Seymour E. Harris '20 disclosed yesterday that his revolutionary long-term loan plan received "a fair amount of support" from the faculty seminar in the Economics of Higher Education on Wednesday.
Dean Bundy and other high University officials are members of the seminar.
Harris said that his "College Education on the Cuff" plan, which drew criticism from the financial aid office last week, was discussed extensively, but no decisions were made.
"The loan plan will be looked into at greater length at our next meeting," said Harris. "It hasn't been studied enough yet, and the Deans won't want to commit themselves," he added. Dean Bender could not be reached for comment last night.
The Harris plan proposes that the expense of a college education be spread out over a period of 20 to 40 years.
Harris suggests that this will lessen the burden that immediate repayment imposes on graduates during the first lean years in their vocations.
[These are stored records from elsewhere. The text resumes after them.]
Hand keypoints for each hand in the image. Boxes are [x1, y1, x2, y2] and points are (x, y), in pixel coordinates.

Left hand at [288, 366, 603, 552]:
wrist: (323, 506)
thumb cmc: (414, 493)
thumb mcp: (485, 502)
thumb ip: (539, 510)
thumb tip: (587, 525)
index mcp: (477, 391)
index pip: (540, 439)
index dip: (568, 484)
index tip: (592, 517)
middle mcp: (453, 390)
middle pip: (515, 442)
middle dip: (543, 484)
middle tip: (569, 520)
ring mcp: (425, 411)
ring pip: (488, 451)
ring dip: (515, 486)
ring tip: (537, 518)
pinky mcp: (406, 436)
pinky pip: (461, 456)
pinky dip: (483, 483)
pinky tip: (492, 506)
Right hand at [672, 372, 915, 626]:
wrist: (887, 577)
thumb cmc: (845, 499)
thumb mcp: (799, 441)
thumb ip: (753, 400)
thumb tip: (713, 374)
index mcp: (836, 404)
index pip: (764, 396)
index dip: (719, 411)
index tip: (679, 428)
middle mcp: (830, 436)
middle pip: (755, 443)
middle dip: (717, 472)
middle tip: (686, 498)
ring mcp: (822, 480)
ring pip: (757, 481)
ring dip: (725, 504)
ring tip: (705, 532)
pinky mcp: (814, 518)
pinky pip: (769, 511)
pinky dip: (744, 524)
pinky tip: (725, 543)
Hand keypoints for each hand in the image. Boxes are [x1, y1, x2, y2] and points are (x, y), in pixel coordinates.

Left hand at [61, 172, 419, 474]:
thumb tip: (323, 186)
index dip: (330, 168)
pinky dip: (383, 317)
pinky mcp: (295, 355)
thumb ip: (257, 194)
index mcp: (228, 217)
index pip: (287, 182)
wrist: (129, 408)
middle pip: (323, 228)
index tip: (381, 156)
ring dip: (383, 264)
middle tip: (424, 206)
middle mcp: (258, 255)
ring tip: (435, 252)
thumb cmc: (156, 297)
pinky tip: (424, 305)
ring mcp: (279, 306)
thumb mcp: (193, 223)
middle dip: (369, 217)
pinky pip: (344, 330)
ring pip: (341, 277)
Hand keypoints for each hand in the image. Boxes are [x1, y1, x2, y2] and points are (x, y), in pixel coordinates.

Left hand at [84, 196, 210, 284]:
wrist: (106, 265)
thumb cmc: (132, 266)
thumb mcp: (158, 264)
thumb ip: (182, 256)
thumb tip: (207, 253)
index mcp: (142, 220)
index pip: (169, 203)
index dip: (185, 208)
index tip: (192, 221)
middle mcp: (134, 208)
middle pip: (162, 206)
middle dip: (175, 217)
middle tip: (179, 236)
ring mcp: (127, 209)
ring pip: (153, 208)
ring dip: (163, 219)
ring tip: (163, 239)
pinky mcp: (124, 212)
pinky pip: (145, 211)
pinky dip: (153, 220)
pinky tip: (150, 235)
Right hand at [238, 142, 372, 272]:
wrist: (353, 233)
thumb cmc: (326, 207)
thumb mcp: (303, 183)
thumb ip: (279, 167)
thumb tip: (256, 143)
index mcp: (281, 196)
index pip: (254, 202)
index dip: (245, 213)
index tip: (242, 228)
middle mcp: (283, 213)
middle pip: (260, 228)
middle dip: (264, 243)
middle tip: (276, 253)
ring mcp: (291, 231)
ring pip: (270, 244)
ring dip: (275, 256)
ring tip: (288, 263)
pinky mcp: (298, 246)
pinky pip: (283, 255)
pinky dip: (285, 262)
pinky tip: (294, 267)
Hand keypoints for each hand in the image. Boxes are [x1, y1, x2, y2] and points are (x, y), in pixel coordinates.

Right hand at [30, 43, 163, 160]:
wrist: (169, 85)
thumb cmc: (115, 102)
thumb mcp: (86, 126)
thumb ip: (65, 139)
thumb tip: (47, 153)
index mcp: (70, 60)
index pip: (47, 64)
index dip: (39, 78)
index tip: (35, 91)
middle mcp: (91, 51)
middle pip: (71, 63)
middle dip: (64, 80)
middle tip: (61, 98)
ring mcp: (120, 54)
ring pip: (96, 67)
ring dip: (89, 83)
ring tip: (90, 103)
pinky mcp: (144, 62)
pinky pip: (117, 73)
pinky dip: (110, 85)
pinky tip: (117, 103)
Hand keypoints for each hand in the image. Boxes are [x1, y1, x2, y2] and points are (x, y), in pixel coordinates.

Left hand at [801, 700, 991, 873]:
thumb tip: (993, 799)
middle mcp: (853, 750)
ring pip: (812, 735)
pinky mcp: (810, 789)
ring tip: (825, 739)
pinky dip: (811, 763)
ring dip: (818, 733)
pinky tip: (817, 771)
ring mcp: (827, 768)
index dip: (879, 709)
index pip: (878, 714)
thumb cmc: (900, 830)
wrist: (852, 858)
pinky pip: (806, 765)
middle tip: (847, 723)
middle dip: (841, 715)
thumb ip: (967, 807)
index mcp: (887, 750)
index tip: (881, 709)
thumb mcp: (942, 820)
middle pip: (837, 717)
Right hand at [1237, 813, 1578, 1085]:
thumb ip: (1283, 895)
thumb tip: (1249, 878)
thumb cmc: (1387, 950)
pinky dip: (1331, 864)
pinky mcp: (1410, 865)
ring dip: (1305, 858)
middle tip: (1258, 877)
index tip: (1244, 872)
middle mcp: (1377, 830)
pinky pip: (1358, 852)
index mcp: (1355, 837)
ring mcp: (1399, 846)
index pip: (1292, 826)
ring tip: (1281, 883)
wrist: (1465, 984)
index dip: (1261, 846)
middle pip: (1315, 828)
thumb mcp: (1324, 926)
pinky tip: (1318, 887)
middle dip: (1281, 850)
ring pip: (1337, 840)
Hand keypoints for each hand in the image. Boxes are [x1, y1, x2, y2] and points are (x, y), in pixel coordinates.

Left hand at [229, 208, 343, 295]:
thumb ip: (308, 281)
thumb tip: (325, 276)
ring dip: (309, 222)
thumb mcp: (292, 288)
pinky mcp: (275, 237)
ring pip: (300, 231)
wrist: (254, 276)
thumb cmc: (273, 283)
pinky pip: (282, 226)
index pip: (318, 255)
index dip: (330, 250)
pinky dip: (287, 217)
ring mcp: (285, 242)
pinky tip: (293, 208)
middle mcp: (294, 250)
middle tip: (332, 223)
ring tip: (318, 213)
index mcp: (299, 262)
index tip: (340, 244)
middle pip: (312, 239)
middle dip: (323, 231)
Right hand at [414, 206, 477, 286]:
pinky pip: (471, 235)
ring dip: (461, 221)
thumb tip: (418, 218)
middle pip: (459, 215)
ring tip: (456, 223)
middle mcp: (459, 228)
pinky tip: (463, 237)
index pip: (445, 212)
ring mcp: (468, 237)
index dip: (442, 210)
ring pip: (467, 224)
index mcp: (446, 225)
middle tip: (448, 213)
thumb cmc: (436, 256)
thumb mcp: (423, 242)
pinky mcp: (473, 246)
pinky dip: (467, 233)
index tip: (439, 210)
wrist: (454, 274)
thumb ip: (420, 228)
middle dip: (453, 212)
Radical proposals of Harris' plan were hit earlier by Wallace McDonald '44, Director of the Financial Aid Office and Fred L. Glimp '50, Director of Freshman Scholarships.
McDonald, also a member of the seminar, insisted that de-emphasis of scholarships, which the loan program assumes, should be resisted. He said the institution of a large-scale loan program would bring about "an almost impossible legal task."
The loan program was first presented at the annual meeting of the College Scholarship Service division of the College Entrance Examination Board on Oct. 28. It was intended not only for use at Harvard, but in public institutions and other Ivy League colleges.